■ **EXERCISE OBJECTIVE**: Your job is to copy the lines from the material that include "Francisco".

/---

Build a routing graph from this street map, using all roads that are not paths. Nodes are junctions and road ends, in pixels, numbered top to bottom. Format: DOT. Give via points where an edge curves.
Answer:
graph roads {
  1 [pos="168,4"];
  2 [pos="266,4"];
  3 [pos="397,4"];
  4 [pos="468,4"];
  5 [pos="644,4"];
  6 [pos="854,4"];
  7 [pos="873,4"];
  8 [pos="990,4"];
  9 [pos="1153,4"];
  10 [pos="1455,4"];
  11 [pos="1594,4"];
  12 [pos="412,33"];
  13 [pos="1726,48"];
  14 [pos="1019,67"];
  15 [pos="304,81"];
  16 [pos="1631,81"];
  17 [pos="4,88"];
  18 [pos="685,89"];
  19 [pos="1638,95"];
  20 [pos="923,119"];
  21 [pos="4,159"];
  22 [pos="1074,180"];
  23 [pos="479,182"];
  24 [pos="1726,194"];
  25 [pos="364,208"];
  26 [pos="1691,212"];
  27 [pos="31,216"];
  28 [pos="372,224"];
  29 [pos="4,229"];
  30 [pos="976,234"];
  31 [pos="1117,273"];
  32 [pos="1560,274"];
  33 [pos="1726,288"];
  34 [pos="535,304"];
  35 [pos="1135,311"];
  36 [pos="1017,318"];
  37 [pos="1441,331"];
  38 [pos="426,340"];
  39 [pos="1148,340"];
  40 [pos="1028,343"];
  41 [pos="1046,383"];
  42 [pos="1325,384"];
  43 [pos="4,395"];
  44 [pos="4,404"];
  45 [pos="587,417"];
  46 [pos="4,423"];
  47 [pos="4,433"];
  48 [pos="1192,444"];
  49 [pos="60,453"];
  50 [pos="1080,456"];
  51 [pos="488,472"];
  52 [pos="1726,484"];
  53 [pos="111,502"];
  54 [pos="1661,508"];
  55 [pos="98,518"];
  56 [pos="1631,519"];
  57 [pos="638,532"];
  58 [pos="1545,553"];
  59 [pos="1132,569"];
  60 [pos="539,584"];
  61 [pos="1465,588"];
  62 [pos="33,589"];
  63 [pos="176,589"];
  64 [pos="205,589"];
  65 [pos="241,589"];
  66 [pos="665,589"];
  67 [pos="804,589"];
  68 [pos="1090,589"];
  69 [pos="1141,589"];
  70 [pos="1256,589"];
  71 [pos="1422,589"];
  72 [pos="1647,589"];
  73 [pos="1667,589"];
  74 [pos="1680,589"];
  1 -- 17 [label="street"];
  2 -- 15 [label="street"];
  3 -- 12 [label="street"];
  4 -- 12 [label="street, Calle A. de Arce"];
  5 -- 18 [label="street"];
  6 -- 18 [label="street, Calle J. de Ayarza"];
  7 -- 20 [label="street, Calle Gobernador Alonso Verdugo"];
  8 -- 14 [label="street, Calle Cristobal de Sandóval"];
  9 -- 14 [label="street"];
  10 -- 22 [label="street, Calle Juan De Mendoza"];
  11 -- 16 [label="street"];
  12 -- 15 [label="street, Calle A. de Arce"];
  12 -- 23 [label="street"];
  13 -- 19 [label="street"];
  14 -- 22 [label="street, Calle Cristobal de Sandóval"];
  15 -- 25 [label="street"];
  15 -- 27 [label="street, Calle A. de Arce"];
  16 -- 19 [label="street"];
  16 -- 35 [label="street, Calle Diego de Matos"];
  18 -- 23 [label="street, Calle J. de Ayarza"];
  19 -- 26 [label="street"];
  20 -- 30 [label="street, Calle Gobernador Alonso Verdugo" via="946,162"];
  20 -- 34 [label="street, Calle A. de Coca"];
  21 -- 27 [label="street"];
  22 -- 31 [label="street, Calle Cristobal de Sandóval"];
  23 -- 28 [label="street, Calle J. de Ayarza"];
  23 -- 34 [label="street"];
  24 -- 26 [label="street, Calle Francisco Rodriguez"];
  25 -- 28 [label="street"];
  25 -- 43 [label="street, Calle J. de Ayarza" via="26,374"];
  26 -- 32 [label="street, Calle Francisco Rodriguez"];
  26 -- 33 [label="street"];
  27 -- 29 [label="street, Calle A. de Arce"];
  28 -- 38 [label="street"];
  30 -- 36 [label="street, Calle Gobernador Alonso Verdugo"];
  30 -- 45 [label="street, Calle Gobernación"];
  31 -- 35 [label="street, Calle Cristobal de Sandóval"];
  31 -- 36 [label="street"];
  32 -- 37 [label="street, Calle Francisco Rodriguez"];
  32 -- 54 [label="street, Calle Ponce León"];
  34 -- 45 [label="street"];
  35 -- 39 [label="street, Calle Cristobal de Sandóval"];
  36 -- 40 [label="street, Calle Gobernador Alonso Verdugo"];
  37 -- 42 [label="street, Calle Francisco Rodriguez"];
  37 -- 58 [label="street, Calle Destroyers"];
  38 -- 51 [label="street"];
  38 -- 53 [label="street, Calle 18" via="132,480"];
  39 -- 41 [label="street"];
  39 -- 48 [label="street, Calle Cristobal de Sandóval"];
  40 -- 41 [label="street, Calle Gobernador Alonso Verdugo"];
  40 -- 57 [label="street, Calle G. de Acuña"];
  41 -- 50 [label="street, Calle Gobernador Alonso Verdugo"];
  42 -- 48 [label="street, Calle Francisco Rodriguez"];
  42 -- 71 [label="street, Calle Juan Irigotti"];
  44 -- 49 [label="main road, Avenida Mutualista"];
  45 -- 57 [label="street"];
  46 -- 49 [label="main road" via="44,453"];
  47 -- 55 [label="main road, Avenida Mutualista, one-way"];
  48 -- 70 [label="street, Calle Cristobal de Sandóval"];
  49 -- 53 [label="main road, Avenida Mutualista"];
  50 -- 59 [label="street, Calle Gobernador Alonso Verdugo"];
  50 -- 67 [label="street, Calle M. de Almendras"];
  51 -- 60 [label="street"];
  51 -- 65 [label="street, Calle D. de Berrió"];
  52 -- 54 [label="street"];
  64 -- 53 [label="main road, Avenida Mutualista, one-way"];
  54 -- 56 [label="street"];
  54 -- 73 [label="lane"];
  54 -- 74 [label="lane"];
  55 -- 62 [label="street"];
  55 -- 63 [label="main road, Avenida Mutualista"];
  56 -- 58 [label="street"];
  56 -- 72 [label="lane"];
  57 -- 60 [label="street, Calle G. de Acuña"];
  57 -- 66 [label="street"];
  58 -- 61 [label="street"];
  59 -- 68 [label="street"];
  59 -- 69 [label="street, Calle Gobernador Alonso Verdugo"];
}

\---

■ **YOUR RESPONSE**:
  24 -- 26 [label="street, Calle Francisco Rodriguez"];
  26 -- 32 [label="street, Calle Francisco Rodriguez"];
  32 -- 37 [label="street, Calle Francisco Rodriguez"];
  37 -- 42 [label="street, Calle Francisco Rodriguez"];
  42 -- 48 [label="street, Calle Francisco Rodriguez"];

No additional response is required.